STORED DATA below:

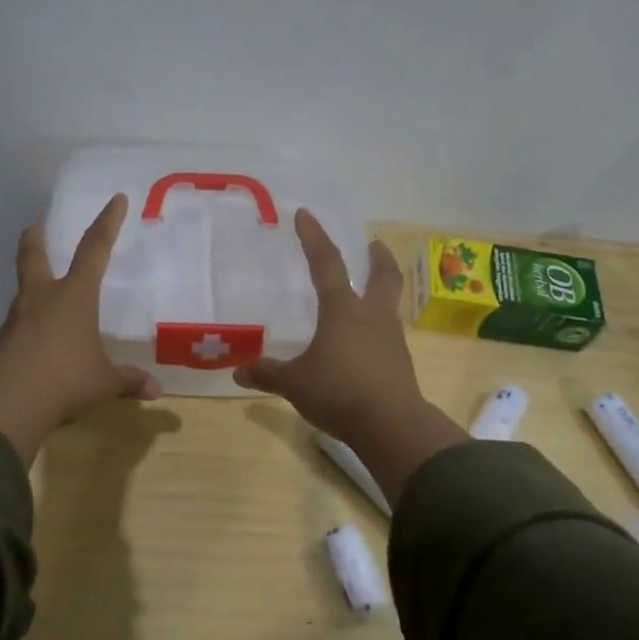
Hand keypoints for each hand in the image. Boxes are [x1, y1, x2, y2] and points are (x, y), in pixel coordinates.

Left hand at [0, 194, 160, 463]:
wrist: (7, 401)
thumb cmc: (65, 378)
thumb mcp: (103, 382)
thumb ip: (128, 381)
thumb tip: (156, 390)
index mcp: (74, 295)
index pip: (95, 249)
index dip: (107, 223)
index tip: (116, 199)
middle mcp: (42, 297)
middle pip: (34, 254)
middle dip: (37, 236)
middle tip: (37, 224)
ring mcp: (17, 317)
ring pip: (23, 288)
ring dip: (31, 281)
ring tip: (43, 290)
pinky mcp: (2, 341)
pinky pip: (19, 323)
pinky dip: (28, 322)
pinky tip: (37, 339)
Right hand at [235, 210, 465, 504]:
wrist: (392, 425)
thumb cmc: (339, 392)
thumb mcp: (295, 384)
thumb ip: (268, 374)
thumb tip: (238, 371)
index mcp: (343, 311)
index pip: (327, 263)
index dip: (314, 238)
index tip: (305, 214)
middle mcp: (372, 316)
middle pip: (382, 276)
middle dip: (377, 257)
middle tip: (373, 244)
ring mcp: (391, 339)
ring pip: (389, 304)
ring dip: (380, 291)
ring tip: (367, 293)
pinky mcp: (400, 362)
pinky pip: (387, 334)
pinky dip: (377, 327)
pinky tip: (366, 341)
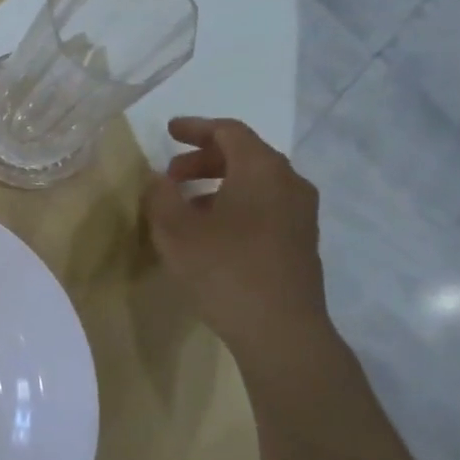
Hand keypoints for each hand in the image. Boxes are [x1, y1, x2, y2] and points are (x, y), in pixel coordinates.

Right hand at [144, 118, 329, 349]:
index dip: (196, 128)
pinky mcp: (301, 241)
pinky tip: (212, 231)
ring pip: (256, 182)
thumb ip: (161, 196)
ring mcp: (301, 214)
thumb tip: (158, 179)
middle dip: (204, 159)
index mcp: (261, 169)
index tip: (169, 131)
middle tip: (171, 174)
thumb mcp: (176, 231)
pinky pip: (266, 205)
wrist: (281, 331)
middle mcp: (289, 183)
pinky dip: (236, 203)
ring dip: (219, 184)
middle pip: (245, 155)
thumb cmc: (225, 270)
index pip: (229, 132)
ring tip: (186, 205)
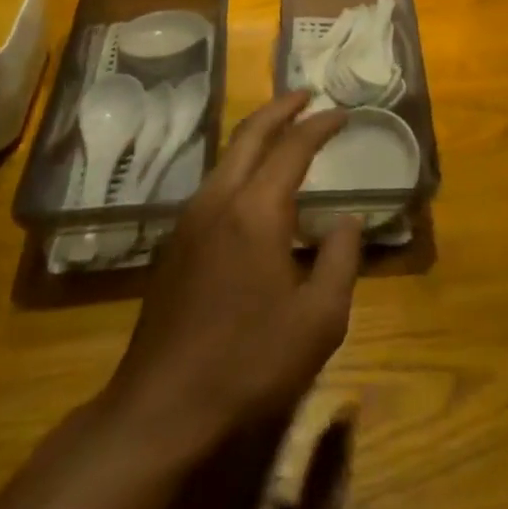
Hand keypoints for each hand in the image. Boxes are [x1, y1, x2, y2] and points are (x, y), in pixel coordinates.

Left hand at [97, 92, 363, 451]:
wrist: (159, 412)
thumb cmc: (249, 364)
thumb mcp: (319, 319)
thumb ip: (341, 259)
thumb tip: (347, 220)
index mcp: (256, 211)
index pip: (293, 148)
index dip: (320, 126)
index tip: (343, 113)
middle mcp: (218, 201)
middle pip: (249, 135)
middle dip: (280, 109)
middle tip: (306, 96)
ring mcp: (189, 222)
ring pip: (226, 157)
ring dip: (257, 135)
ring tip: (284, 132)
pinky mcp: (175, 245)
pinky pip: (215, 183)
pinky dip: (241, 164)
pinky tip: (255, 185)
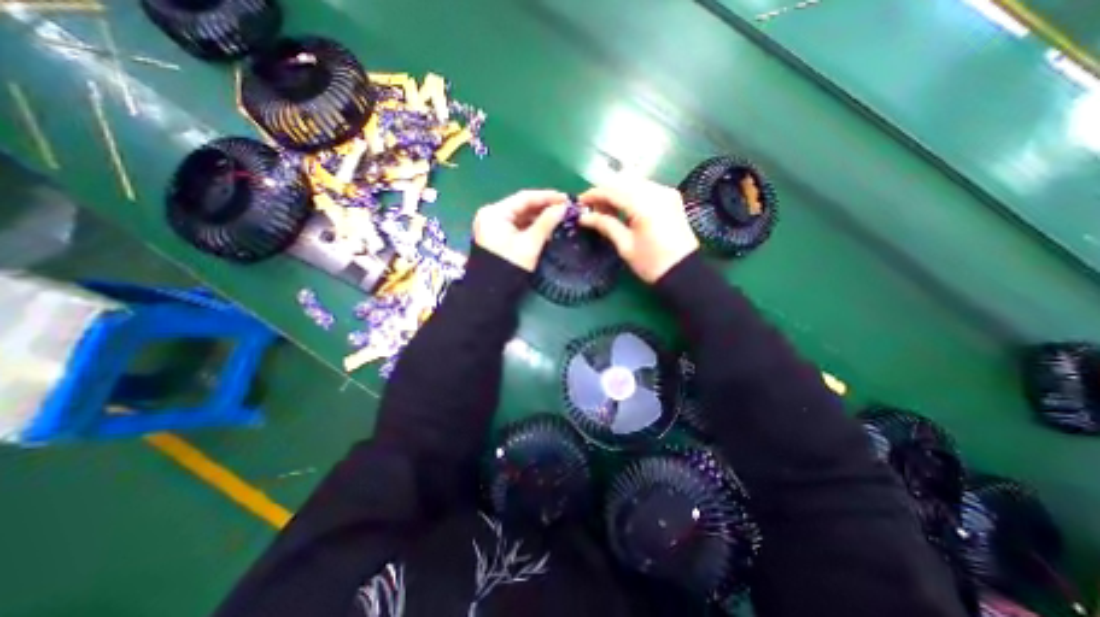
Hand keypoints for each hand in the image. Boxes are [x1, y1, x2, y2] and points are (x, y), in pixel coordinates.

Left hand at [470, 188, 565, 269]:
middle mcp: (491, 215)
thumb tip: (564, 207)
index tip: (566, 198)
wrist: (492, 292)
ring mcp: (493, 226)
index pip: (524, 198)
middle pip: (522, 206)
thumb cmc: (510, 266)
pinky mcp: (497, 237)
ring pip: (520, 217)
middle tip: (565, 208)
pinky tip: (547, 229)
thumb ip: (547, 222)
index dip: (547, 197)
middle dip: (544, 207)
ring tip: (559, 218)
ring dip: (539, 218)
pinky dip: (532, 227)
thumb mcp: (530, 244)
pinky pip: (517, 226)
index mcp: (495, 213)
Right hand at [578, 179, 693, 281]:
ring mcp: (666, 192)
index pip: (612, 190)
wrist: (683, 271)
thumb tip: (584, 217)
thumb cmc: (651, 263)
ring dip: (617, 192)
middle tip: (593, 209)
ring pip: (634, 182)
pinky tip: (624, 209)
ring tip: (607, 211)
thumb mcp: (625, 246)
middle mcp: (657, 192)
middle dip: (605, 192)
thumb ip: (605, 225)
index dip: (594, 194)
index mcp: (644, 205)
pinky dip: (631, 194)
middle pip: (623, 181)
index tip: (580, 203)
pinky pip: (645, 187)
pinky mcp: (671, 197)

End of STORED DATA.

TRY IT. Only lines belong in the copy, not pictures: write out exactly the lines of the records from the first through the one holding "middle mcp: (42, 297)".

RESULT OF THE TASK.
Hand keypoints for each hand in the image. Boxes are [x1, y1, x2, y2] and points are (x, y), in pixel coordinates.

Left hand at [0, 194, 160, 463]:
wrist: (7, 401)
thumb cmc: (65, 378)
thumb mcp: (103, 382)
thumb ip: (128, 381)
thumb tip: (156, 390)
index mcp: (74, 295)
index pip: (95, 249)
index dip: (107, 223)
index tip: (116, 199)
middle mcp: (42, 297)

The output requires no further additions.